La acción evangelizadora ha de alcanzar estas preocupaciones. Y, precisamente hoy, vivimos con preocupación el rumbo que la Iglesia más oficial quiere tomar: ser una institución fuerte y con poder social, con doctrina segura, etc. Desde nuestra experiencia, vemos cada día las consecuencias tan negativas que dichas opciones llevan consigo: alejamiento de la vida real y cotidiana de la gente del mundo obrero, extrañeza y alejamiento de tantos hombres y mujeres que no se sienten en la Iglesia como en su casa…, y sentimos tristeza y soledad porque el modo de ser Iglesia, confirmado y alentado por el Concilio Vaticano II, que es el que late en el fondo de nuestra tarea, no es el que impulsa a muchos de nuestros dirigentes. Esto va provocando en nosotros ­sensaciones de vacío, sentimientos de insignificancia y de incomprensión. Y también sentimos mucha indignación porque el conjunto de nuestra Iglesia pierde la oportunidad de dejarse enriquecer por el patrimonio enorme de los empobrecidos: los que con su simpleza nos enseñan qué es lo importante, nos ayudan a poner los ­valores en el orden adecuado, nos sacan de frivolidades y nos señalan el camino de la felicidad en dirección al Evangelio y Jesús de Nazaret.

La evangelización de hoy pasa por “formar militantes”, y la palabra “militante” provoca en la misma Iglesia una ligera sospecha o incomodidad, prefiriendo hablar de “comprometidos, corresponsables, solidarios, voluntarios…”. Creo que para la evangelización del mundo obrero, y de los jóvenes en concreto, hay que recuperar el concepto y la realidad del “militante” con su sentido hondo y original: creyente, apóstol-misionero, comprometido entre y con sus compañeros, en acciones transformadoras en su ambiente, profeta de la justicia, testigo coherente, con toda su carga obrera, social y política. El militante pone un acento fuerte en la acción, en las causas del sufrimiento o de la injusticia, en la coherencia entre lo que vive y lo que piensa, en la permanencia y continuidad de su compromiso. La transmisión de la fe no se realiza tanto por la enseñanza de unos contenidos a aceptar o creer, cuanto por la propuesta-acogida de la persona de Jesús, su estilo de vida y su mensaje desde el encuentro y el testimonio sincero y desinteresado. “Una fe se enciende en otra fe”. Militantes entre otros, en comunidad, trabajando en red y testimoniando juntos con alegría nuestro ser cristianos.
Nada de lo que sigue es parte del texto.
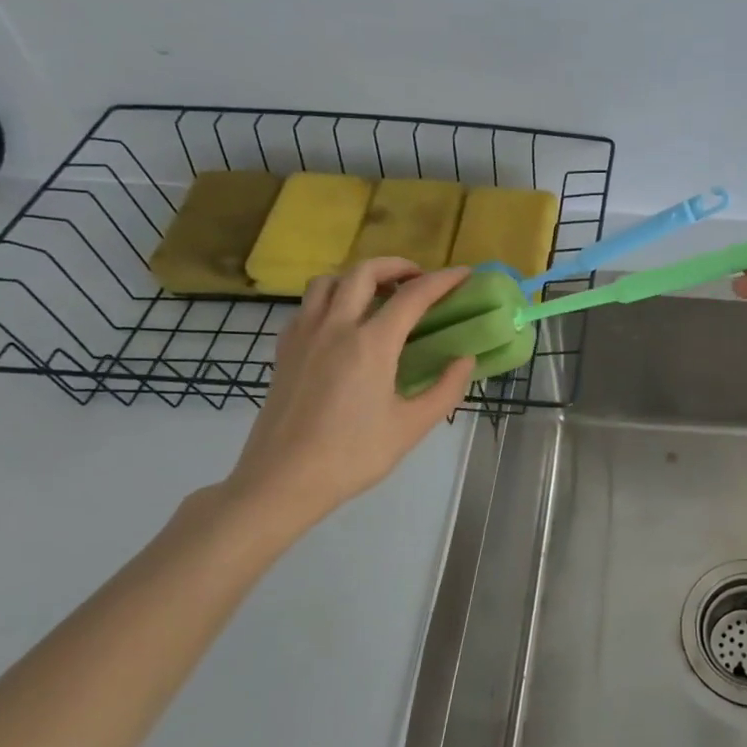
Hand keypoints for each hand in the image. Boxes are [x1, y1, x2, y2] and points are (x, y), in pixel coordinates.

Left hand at [216, 260, 475, 542]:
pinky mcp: (284, 350)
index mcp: (371, 344)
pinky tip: (342, 322)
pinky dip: (330, 298)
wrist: (282, 481)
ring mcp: (304, 335)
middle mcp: (335, 327)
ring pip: (328, 281)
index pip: (413, 295)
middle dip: (397, 265)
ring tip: (379, 294)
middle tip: (419, 279)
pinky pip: (307, 305)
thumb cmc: (352, 456)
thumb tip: (465, 359)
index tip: (464, 273)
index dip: (444, 280)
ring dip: (358, 277)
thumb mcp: (411, 427)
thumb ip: (445, 389)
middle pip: (364, 272)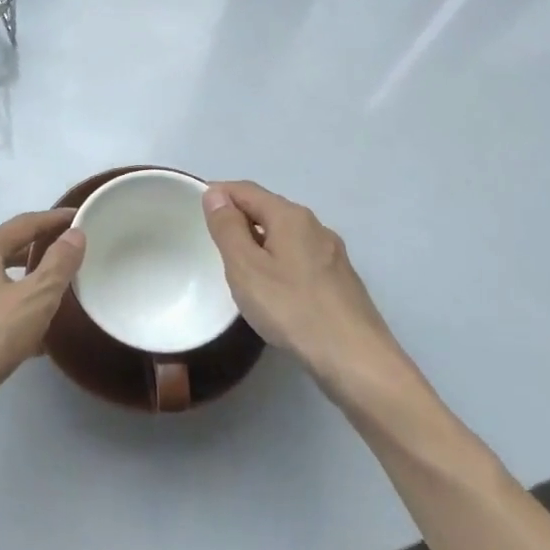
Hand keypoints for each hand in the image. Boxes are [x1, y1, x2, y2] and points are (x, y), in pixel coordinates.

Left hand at [0, 209, 85, 439]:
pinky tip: (32, 338)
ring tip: (57, 296)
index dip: (54, 220)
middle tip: (71, 256)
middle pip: (6, 250)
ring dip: (26, 285)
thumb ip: (57, 264)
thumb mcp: (34, 299)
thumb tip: (74, 234)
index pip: (23, 224)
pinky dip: (12, 312)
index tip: (80, 218)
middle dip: (39, 251)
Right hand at [202, 181, 426, 411]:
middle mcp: (315, 226)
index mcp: (291, 216)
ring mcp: (332, 254)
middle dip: (238, 217)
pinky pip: (299, 257)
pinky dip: (277, 260)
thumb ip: (228, 228)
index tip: (193, 208)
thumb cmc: (292, 309)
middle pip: (268, 209)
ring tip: (236, 265)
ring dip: (258, 240)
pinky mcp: (340, 280)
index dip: (218, 193)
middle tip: (210, 239)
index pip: (246, 190)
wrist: (356, 359)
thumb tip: (216, 195)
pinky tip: (271, 287)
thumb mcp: (246, 267)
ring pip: (285, 235)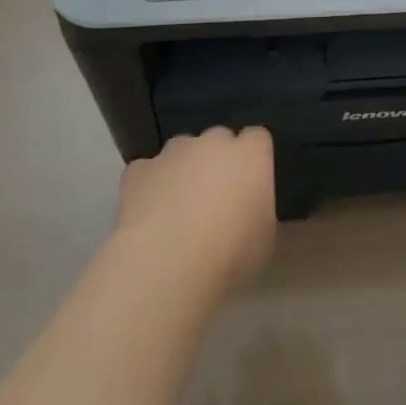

La pastoral obrera de toda la Iglesia es el título del documento aprobado hace algo más de diez años por la Conferencia Episcopal Española para dinamizar en el conjunto de la Iglesia una pastoral netamente misionera, de salida, acogida, escucha, en defensa de los pobres, más que en su propia defensa. Tarea de toda la Iglesia y no de un único obispo, de un puñado de sacerdotes cargados de innumerables tareas y de contadísimos laicos a los que se les confía esta responsabilidad. Hoy la Iglesia debe favorecer y priorizar la evangelización de los jóvenes trabajadores, apoyando el empeño y el camino de los movimientos obreros, sin considerarlos una excepción peculiar, sino sintiéndolos plenamente dentro de la Iglesia, como Iglesia que somos, que nos envía a educar y evangelizar con, desde y para los trabajadores. La Iglesia debe devolver a los jóvenes la palabra, la vida, la dignidad como clave y principio de toda pastoral juvenil.

Y somos muchas y muchos jóvenes cristianos, entre otros muchos no cristianos, los que le estamos dando una vuelta al sistema demandando vivienda digna y exigiendo no mercantilizar este derecho, estamos cuestionando la democracia formal en la que nos encontramos y que no responde a las necesidades reales de las personas, estamos poniendo patas arriba unos planes de estudio universitarios que se ponen al servicio del capital, estamos demandando trabajo digno… En las acciones y esfuerzos organizados para una mayor justicia, un mayor acceso a la cultura, unas relaciones económicas más justas, ahí está aconteciendo la historia de la salvación del Pueblo de Dios. Ahí es donde somos Iglesia de una forma concreta y peculiar: Iglesia en el mundo obrero. Porque a la Iglesia nos importa este mundo.